■ Goal of the exercise ■
Spot each line in the data below containing "Pinto" and copy it.

■ Input ■
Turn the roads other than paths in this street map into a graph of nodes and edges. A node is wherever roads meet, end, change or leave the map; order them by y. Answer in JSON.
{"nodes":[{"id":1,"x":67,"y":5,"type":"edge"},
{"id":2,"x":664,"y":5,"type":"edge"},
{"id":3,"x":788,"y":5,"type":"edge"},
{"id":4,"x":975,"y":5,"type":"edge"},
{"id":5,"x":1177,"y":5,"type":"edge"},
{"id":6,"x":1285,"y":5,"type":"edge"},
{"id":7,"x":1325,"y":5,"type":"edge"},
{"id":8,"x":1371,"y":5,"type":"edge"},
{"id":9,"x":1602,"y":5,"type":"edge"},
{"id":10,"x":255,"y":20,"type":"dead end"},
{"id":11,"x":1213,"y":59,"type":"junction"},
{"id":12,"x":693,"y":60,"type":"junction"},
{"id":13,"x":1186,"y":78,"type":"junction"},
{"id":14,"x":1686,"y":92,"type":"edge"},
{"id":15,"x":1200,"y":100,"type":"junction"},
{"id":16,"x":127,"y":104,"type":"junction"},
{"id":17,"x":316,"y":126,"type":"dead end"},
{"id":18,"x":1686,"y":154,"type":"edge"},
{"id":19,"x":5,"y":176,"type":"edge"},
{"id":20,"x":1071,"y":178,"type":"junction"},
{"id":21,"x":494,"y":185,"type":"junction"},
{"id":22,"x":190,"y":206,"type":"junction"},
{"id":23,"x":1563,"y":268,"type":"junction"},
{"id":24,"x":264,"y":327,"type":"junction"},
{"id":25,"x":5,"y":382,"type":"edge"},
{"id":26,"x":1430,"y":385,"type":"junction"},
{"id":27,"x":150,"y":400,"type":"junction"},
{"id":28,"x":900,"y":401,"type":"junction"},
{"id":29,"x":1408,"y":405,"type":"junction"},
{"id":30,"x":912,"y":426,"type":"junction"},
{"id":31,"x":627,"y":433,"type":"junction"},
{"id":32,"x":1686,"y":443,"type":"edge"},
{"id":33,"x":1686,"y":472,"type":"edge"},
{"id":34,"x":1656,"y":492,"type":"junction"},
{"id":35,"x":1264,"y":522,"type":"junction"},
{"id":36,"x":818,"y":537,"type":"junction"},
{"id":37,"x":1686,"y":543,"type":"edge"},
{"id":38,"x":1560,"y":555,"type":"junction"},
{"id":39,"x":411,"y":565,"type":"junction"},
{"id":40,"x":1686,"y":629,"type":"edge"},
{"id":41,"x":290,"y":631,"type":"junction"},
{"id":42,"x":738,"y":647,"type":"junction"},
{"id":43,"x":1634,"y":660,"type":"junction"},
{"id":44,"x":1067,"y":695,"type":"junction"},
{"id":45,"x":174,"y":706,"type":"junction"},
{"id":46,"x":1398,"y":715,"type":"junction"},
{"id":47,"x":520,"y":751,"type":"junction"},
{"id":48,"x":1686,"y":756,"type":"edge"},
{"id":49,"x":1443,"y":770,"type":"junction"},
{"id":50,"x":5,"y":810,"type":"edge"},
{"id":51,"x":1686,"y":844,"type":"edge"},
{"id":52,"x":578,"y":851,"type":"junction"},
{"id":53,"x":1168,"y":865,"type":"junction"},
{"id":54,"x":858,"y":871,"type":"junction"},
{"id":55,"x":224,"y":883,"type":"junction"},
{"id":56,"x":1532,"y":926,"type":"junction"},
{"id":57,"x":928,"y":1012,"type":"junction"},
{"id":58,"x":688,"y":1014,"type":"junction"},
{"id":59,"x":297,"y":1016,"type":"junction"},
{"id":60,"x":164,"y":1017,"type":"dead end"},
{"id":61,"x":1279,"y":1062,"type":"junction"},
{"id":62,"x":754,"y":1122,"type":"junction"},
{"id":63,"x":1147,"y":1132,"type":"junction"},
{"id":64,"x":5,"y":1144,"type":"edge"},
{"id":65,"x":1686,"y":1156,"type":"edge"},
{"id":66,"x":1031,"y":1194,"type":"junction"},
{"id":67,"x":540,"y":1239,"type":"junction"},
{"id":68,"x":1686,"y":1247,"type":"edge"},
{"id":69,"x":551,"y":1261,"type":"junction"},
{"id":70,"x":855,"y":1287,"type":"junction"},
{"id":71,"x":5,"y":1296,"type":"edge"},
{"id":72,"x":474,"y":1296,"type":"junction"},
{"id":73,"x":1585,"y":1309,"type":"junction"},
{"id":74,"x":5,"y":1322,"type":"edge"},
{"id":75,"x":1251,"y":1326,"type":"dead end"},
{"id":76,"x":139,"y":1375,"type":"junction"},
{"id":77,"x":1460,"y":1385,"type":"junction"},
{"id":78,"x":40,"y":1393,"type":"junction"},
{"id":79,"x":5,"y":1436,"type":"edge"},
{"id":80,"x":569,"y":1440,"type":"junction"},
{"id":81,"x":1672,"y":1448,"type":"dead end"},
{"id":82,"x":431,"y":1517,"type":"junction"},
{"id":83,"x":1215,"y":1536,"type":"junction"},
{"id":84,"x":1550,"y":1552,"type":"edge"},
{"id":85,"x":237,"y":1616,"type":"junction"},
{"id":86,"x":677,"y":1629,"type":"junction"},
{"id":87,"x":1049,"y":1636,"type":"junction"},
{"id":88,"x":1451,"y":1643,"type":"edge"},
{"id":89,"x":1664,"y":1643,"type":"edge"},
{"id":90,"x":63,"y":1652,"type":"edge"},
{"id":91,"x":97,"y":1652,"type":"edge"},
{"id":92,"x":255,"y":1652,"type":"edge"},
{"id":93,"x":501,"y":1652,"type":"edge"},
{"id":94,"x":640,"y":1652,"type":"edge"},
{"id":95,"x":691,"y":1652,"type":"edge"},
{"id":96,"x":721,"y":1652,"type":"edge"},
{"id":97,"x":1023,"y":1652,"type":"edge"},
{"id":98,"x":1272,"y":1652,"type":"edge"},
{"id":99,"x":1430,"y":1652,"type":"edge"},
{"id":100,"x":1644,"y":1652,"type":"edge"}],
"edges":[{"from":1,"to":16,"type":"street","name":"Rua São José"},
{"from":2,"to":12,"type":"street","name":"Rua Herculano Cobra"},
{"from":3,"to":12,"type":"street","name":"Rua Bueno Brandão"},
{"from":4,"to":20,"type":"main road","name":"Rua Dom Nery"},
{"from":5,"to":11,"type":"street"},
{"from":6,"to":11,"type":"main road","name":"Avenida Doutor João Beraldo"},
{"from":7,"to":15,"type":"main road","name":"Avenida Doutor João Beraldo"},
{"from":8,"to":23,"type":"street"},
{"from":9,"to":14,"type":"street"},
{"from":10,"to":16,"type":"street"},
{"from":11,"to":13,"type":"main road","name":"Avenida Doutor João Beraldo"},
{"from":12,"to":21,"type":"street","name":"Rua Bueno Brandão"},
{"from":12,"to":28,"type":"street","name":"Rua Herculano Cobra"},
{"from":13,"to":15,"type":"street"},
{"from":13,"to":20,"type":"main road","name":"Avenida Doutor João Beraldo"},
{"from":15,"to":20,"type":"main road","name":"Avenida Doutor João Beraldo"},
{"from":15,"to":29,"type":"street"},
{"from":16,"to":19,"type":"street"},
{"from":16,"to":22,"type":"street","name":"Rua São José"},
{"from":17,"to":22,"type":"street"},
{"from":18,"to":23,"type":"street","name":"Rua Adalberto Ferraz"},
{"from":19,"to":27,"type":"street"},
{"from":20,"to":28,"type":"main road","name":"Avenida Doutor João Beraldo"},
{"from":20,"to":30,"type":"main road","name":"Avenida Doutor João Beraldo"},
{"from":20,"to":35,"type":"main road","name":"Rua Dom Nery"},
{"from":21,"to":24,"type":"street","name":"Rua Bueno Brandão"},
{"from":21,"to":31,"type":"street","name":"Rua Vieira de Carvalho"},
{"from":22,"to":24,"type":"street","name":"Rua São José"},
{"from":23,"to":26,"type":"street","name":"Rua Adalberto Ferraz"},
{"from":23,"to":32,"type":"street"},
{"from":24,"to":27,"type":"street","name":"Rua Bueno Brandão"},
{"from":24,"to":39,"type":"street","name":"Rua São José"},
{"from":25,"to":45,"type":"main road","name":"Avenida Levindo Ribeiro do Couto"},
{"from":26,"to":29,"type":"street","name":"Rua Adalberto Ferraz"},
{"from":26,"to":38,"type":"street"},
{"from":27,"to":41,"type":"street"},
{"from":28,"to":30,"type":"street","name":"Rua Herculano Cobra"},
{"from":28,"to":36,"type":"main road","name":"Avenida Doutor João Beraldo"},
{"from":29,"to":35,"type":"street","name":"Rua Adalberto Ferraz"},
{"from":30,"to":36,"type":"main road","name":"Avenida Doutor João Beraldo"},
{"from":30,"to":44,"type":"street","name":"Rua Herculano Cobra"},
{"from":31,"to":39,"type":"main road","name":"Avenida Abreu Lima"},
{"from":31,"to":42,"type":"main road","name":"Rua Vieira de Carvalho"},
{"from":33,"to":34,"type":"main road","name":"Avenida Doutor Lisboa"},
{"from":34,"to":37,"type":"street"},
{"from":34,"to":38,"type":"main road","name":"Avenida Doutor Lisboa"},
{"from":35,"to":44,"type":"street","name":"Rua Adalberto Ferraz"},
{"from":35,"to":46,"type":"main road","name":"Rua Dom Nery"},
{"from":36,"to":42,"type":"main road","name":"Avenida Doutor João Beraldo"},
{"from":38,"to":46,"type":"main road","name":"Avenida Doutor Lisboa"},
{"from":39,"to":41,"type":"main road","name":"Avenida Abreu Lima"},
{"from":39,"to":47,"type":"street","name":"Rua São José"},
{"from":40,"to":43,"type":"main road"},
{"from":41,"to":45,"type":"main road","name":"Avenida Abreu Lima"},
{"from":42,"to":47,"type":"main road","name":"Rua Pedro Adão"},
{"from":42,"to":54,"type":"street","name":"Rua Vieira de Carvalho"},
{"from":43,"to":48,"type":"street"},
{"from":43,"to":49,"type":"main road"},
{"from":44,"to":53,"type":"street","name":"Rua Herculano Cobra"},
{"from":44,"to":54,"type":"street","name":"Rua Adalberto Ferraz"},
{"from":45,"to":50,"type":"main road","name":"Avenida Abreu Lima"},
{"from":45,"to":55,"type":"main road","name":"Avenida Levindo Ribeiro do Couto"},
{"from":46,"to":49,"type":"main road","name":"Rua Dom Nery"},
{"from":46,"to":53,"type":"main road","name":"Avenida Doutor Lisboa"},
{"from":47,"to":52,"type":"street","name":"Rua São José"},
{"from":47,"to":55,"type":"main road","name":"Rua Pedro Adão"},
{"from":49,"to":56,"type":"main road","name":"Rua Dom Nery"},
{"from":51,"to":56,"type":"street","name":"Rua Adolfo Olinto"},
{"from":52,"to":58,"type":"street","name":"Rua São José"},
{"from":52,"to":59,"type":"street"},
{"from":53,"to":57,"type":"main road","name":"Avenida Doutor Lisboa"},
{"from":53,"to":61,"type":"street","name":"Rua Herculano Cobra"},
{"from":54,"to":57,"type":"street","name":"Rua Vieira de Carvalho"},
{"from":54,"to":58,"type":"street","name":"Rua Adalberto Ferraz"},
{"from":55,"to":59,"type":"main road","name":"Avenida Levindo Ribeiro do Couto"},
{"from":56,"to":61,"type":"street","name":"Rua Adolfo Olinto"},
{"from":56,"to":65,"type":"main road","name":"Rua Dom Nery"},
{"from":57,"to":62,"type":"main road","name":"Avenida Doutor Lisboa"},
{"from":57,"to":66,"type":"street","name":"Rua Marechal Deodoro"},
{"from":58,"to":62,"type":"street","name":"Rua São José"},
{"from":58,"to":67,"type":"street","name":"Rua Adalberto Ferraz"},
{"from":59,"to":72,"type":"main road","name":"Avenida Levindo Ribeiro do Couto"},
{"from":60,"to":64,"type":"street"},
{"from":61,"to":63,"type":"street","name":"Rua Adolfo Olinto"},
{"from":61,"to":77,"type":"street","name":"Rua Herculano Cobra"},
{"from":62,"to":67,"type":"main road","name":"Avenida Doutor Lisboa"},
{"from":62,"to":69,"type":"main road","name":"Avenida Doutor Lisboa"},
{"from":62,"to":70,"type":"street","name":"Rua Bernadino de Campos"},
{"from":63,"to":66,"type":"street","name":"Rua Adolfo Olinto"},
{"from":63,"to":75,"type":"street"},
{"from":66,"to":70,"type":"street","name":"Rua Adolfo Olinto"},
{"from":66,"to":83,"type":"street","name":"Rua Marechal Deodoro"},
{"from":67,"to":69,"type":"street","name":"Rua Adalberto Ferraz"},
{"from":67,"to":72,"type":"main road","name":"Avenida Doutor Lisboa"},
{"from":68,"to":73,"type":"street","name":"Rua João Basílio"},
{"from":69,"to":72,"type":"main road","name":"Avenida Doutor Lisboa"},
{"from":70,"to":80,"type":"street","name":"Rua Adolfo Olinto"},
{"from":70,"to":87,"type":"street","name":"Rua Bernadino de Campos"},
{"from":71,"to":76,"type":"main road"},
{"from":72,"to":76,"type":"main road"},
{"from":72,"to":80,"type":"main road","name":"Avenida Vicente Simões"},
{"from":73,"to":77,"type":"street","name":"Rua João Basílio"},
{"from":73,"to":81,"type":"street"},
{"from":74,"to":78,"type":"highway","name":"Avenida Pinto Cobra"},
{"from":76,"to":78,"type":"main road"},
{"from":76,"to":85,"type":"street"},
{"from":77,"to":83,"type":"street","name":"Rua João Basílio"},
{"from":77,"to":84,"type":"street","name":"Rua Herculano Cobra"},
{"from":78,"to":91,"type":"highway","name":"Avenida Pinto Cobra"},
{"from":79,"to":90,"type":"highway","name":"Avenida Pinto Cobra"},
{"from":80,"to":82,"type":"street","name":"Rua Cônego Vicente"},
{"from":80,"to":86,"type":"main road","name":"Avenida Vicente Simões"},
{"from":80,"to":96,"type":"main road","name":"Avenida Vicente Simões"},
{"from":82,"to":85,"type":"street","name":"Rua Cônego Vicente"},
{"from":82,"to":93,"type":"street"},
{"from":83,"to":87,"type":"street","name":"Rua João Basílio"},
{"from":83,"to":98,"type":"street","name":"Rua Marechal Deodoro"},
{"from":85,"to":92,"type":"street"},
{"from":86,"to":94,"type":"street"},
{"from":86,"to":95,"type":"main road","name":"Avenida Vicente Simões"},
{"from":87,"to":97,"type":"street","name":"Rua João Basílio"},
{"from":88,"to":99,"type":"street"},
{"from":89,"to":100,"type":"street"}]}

■ Response area ■
{"from":74,"to":78,"type":"highway","name":"Avenida Pinto Cobra"},
{"from":78,"to":91,"type":"highway","name":"Avenida Pinto Cobra"},
{"from":79,"to":90,"type":"highway","name":"Avenida Pinto Cobra"},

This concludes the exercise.